Start of Records shown

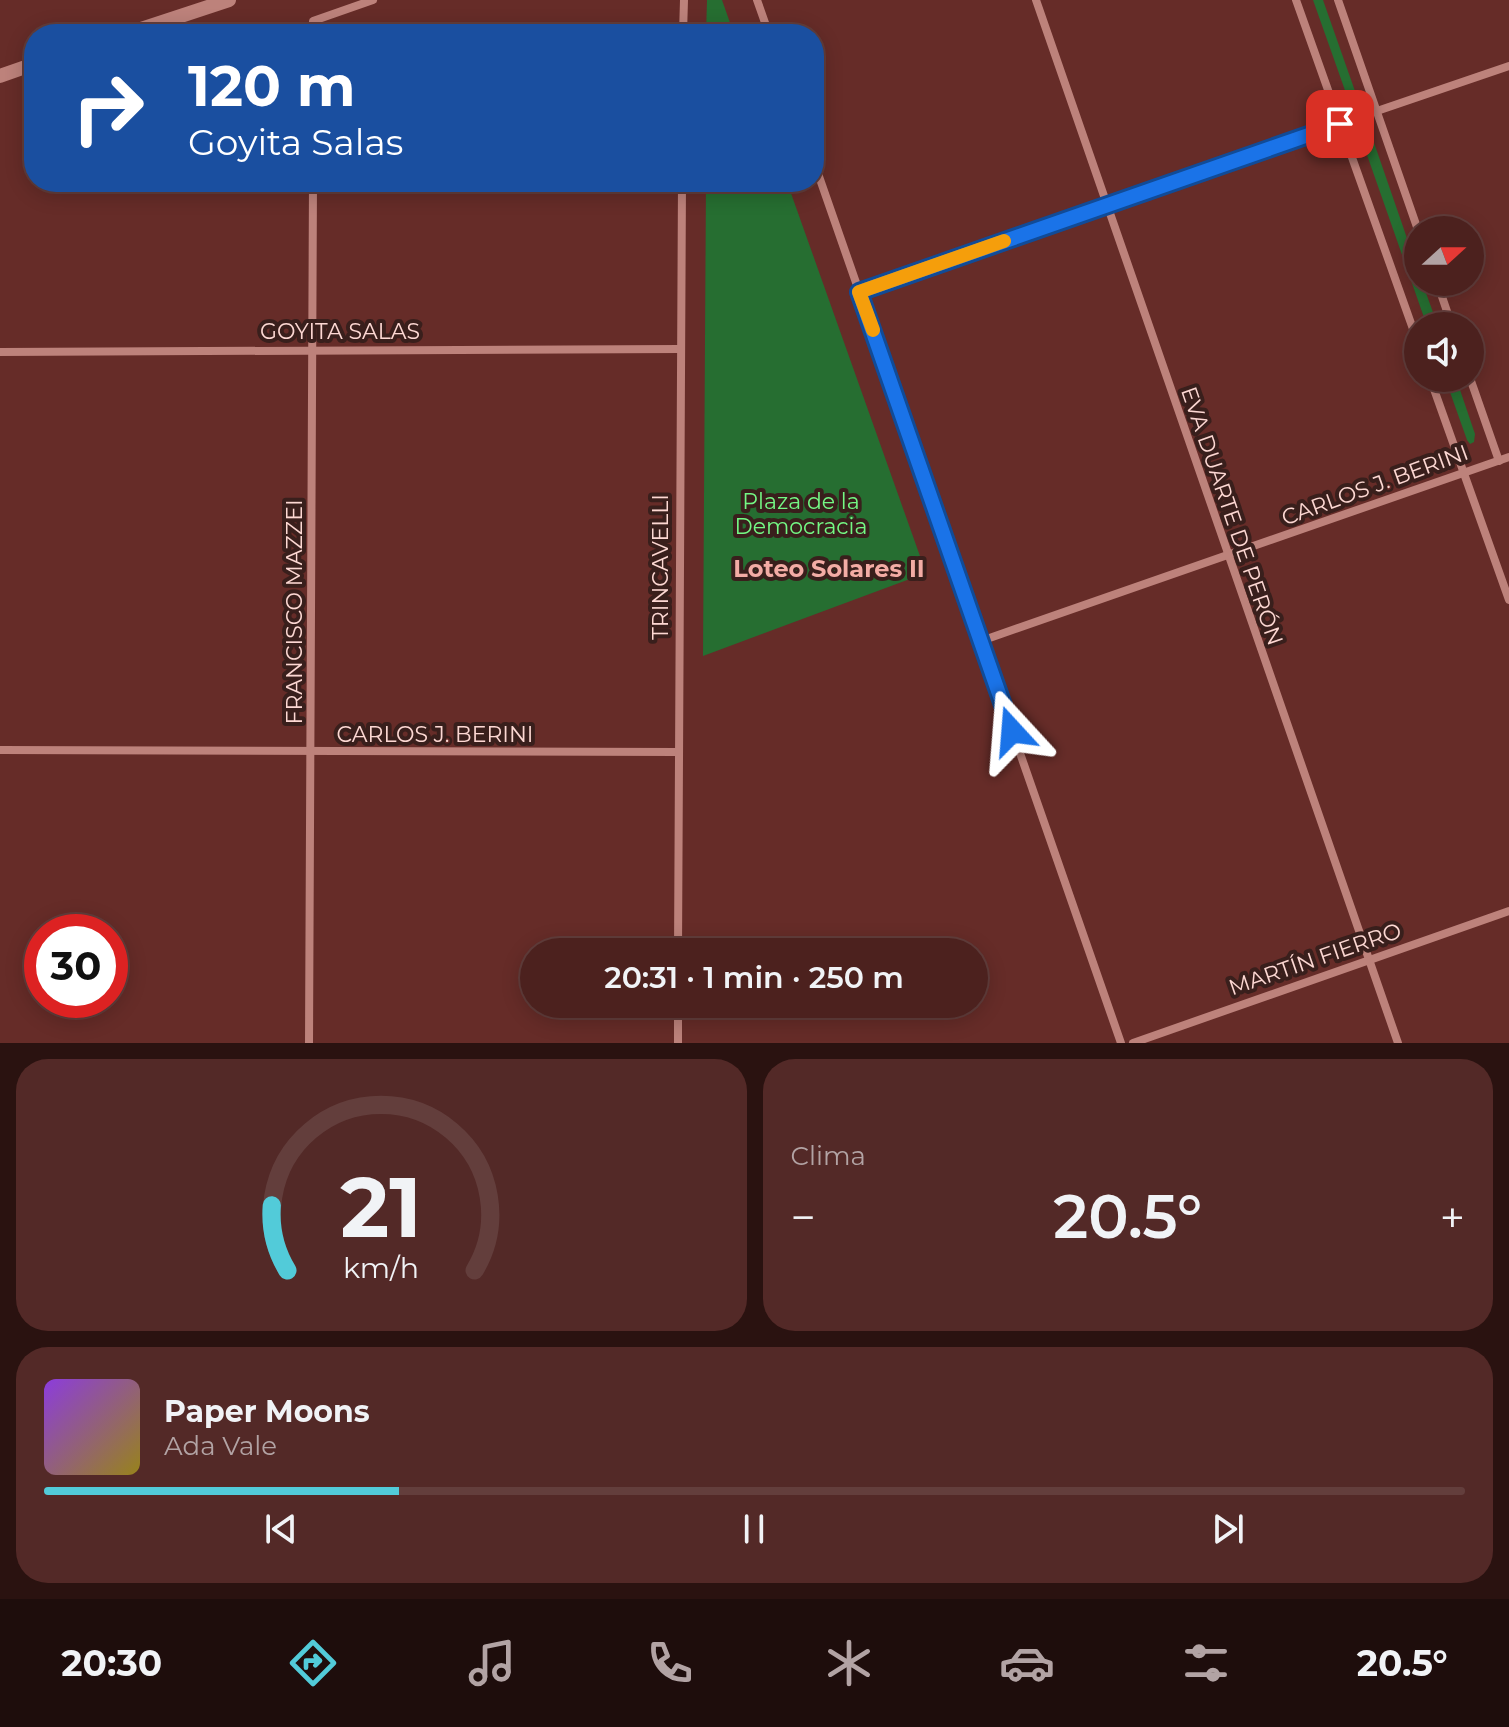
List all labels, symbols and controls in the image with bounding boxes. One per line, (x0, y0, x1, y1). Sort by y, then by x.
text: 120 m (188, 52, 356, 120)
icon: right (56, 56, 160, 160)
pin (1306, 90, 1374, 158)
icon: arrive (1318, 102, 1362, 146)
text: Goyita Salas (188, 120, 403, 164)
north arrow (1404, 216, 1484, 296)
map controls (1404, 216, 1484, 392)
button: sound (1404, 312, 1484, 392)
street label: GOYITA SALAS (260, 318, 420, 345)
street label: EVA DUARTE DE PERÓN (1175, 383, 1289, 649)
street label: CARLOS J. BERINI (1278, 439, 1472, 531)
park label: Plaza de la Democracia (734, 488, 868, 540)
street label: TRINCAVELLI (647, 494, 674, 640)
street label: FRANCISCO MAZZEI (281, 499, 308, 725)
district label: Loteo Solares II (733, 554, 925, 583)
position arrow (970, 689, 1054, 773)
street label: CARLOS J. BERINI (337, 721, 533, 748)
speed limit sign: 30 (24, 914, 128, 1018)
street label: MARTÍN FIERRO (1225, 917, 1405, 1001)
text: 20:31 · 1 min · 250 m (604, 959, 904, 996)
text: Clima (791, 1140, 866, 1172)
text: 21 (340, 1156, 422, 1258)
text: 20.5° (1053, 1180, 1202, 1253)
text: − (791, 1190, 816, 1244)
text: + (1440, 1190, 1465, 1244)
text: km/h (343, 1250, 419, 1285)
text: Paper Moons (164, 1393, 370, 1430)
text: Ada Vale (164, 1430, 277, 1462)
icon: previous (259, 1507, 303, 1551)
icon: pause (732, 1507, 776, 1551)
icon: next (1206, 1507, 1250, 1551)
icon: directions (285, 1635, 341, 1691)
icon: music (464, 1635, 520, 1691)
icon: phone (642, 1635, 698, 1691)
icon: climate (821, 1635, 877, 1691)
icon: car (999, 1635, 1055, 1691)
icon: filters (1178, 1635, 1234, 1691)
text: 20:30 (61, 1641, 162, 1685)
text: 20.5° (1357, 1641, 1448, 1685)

End of Records shown
Start of Records shown

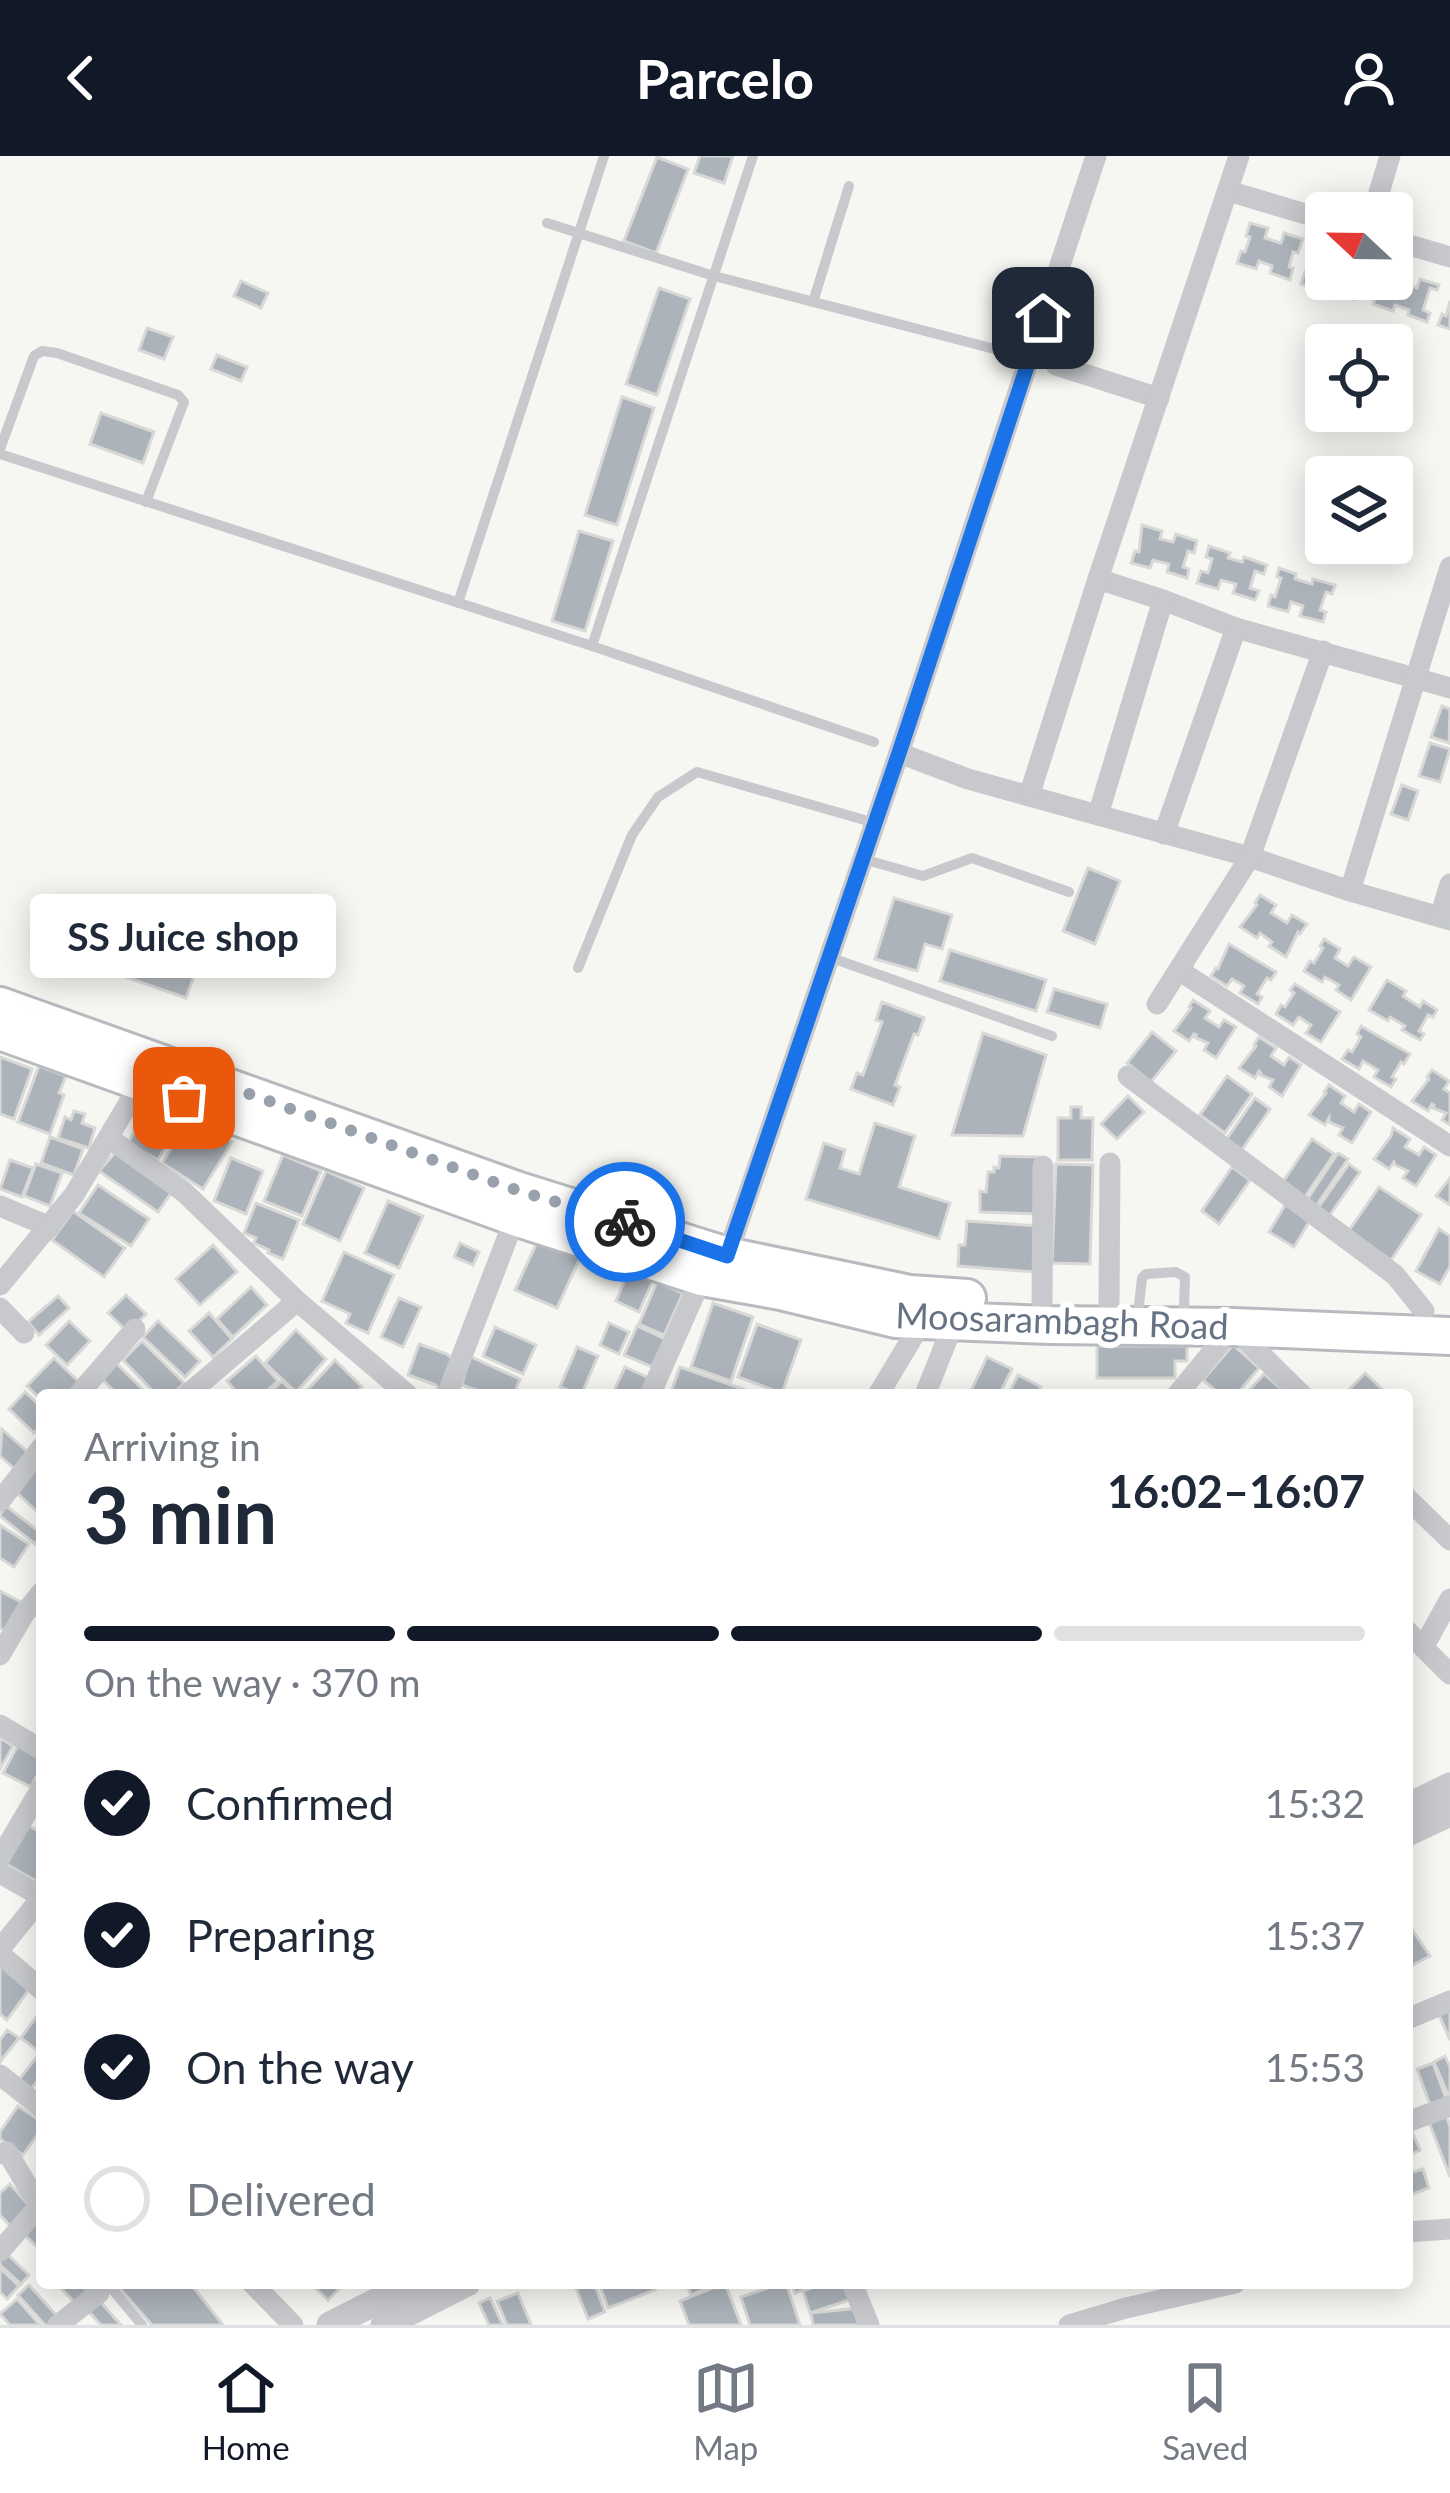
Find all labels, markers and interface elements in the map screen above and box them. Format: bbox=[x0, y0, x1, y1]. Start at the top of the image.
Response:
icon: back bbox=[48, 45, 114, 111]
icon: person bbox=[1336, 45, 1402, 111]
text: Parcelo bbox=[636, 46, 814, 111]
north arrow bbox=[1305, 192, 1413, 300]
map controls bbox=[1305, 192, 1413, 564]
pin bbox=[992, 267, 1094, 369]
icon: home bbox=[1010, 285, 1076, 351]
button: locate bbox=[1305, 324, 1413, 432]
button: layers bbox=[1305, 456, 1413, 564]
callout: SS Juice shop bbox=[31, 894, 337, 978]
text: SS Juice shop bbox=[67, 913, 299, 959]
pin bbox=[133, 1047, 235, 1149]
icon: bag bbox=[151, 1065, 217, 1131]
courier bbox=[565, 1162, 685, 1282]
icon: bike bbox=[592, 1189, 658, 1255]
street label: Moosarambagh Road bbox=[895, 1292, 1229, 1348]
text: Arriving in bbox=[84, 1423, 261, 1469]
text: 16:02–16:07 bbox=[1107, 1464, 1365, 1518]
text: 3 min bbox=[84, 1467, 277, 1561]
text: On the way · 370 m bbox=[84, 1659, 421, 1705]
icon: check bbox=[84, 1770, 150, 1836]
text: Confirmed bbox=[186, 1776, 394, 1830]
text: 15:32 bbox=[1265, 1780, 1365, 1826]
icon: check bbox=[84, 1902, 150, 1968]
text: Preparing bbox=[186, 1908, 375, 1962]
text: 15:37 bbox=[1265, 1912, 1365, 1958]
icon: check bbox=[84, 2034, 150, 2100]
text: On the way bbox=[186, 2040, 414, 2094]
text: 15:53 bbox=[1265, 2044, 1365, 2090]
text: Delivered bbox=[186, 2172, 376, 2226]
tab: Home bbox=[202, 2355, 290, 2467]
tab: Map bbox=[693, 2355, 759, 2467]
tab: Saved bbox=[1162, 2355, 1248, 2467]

End of Records shown

Show the lines of the records that include the string "CARLOS".

Exercise result:
street label: CARLOS J. BERINI (1278, 439, 1472, 531)
street label: CARLOS J. BERINI (337, 721, 533, 748)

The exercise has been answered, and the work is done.